For example: "In another few years," you say, "that green line will be 4-5 GW higher," and "the green line will be bouncing along near zero." Why not now? The green line flattens out at 8 AM not because there isn't enough solar to shut California gas plants down (there's more than enough), but because there are $millions to be made curtailing solar so natural gas can be billed to electricity customers.

I'd challenge you to show me one minute, in the last year, where renewables have shut California gas plants down - but I know you can't, and there's a reason. Not because there isn't enough renewables generation, but because promoting renewables has nothing to do with clean energy. It's. All. About. Selling. More. Gas.

Joe Deely's picture
Joe Deely on Aug 16, 2021

For example: "In another few years," you say, "that green line will be 4-5 GW higher," and "the green line will be bouncing along near zero." Why not now? The green line flattens out at 8 AM not because there isn't enough solar to shut California gas plants down (there's more than enough), but because there are $millions to be made curtailing solar so natural gas can be billed to electricity customers.

The conspiracy theories are getting wackier...

California currently has 13.3 Gw of utility- scale solar.   Can you explain how that is enough solar to shutdown NG totally? 

As far as renewables shutting down NG for "even one minute" - just look at the graph. The 17-18GW of midday renewables meant that NG was only 5GW instead of 22-23GW. Renewables shut a "17-18GW chunk" NG plants down for that time period. Thats a lot more than a minute.

I doubt it will help but if you want to see the rise in  maximum solar over the last  few years on CAISO check out the Monthly Renewables Performance Reports

YTD max Solar

  • Dec 2017 - 9,914 MW
  • Dec 2018 - 10,740 MW
  • Dec 2019 - 11,473 MW
  • Dec 2020 - 12,016 MW
  • Jun 2021 - 13,025 MW

This stuff is not that hard Bob - its easy to see where things will be in 4-5 years - no conspiracy theories needed.

Bob Meinetz's picture
Bob Meinetz on Aug 16, 2021

Joe, you and your wacky "conspiracy theories". You tell me: why is solar production flat from 8AM to 5PM? Was there a big cloud that covered California that day, or maybe a solar eclipse? A huge flock of seagulls?

Then you can explain why, from 2017-2020, installed capacity numbers rose 233% faster than YTD max solar output:

Kinda thought max solar output might have some relationship to how many panels were installed. Was a law passed in 2017 requiring new solar farms be built in forests? Or maybe the huge flock of seagulls started pooping on the panels each day at 8AM, forcing an army of Sierra Club activists to mobilize with scrub brushes and soapy water...

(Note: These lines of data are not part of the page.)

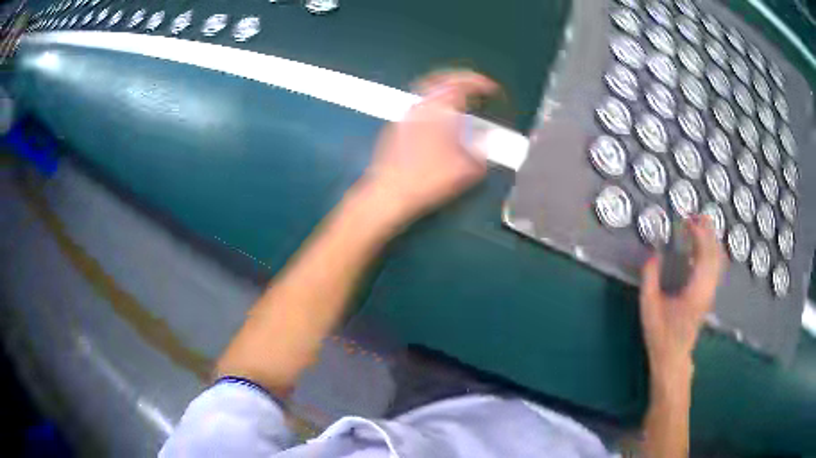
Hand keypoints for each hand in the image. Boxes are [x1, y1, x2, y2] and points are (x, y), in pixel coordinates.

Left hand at [358, 71, 498, 225]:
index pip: (462, 84)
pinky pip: (419, 103)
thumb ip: (482, 150)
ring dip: (446, 88)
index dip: (480, 83)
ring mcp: (406, 114)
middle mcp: (421, 105)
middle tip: (476, 86)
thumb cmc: (428, 181)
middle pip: (442, 78)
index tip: (492, 89)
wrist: (390, 193)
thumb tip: (488, 141)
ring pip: (427, 89)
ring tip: (460, 97)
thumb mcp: (466, 170)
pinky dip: (434, 101)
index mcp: (439, 110)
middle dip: (462, 79)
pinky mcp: (397, 124)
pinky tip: (439, 116)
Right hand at [639, 216, 725, 383]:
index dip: (698, 234)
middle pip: (715, 254)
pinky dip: (712, 252)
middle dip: (708, 232)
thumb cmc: (660, 334)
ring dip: (712, 240)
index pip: (704, 254)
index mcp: (696, 290)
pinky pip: (715, 267)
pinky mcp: (708, 296)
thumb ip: (650, 278)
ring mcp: (710, 293)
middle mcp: (708, 289)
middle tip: (697, 215)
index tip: (687, 220)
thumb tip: (652, 253)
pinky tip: (704, 248)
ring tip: (702, 226)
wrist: (673, 358)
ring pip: (718, 260)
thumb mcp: (649, 307)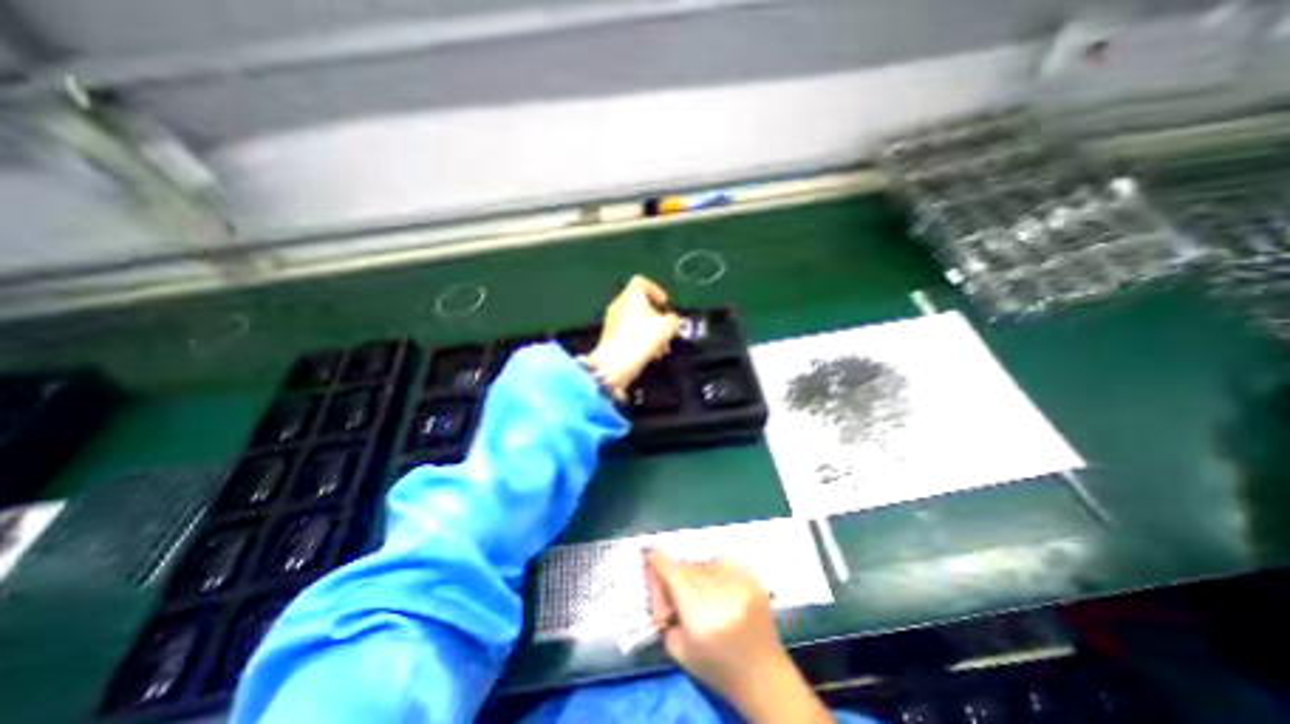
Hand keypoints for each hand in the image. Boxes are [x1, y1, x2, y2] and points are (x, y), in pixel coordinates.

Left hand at [589, 273, 683, 397]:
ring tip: (661, 349)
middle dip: (657, 318)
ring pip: (636, 321)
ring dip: (651, 332)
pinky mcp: (610, 338)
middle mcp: (619, 306)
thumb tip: (672, 320)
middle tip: (666, 331)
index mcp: (630, 297)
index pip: (641, 282)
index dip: (655, 289)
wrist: (613, 365)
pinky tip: (650, 355)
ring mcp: (612, 322)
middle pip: (640, 304)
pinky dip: (641, 340)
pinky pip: (629, 333)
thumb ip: (673, 320)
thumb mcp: (666, 328)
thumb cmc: (640, 340)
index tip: (664, 303)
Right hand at [642, 551, 831, 721]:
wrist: (763, 674)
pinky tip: (719, 589)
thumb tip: (657, 579)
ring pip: (703, 563)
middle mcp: (718, 589)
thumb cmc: (716, 667)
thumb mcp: (678, 648)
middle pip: (685, 567)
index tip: (648, 555)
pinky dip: (715, 571)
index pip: (671, 571)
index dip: (657, 561)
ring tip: (702, 595)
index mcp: (697, 610)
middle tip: (677, 594)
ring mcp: (738, 580)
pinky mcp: (751, 576)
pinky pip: (722, 562)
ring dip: (696, 574)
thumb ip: (663, 612)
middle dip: (676, 576)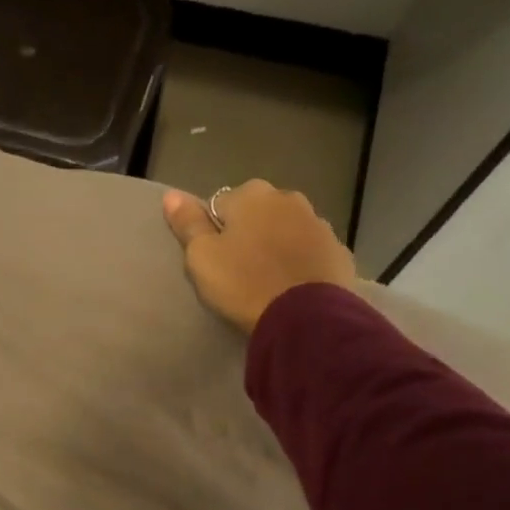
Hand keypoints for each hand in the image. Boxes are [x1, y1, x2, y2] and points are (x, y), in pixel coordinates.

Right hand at [162, 181, 356, 333]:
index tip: (214, 258)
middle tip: (237, 269)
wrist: (304, 315)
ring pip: (285, 229)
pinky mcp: (337, 250)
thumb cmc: (242, 282)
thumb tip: (171, 194)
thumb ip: (187, 223)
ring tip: (265, 279)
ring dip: (275, 245)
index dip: (213, 231)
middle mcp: (288, 198)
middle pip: (256, 213)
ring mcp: (318, 222)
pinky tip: (291, 285)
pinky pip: (309, 251)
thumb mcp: (201, 257)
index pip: (219, 205)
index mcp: (251, 195)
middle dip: (248, 233)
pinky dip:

Maybe you can't explain, but I sure would like to hear you try!

 

Joe Deely's picture
Joe Deely on Aug 17, 2021

Bob, not sure where you are getting your numbers from... but they appear to include rooftop solar.

Take a look at your favorite source - EIA data - and see what current CA solar capacity numbers are. However, you should only consider Utility Scale - which is current 13,277 MW.  Do you see that?

If you look at the Utility scale capacity numbers for June of each year they will match up almost perfectly with the rise of max solar. No conspiracy theory needed.

Since, the small solar is "behind the meter" it is not measured by CAISO. However, it has served to help keep total CAISO generation flat or even slightly down over the last 5-7 years.

Bob Meinetz's picture
Bob Meinetz on Aug 17, 2021

Still waiting on that explanation for why California solar generation is flat, from 8AM to 5PM, each day, every day <crickets>...

Joe Deely's picture
Joe Deely on Aug 17, 2021

Bob,

Still waiting on that explanation for why California solar generation is flat, from 8AM to 5PM, each day, every day <crickets>...

No explanation needed because it's not flat from 8am to 5pm.  You're looking at the green line in the chart above - that's renewables not solar.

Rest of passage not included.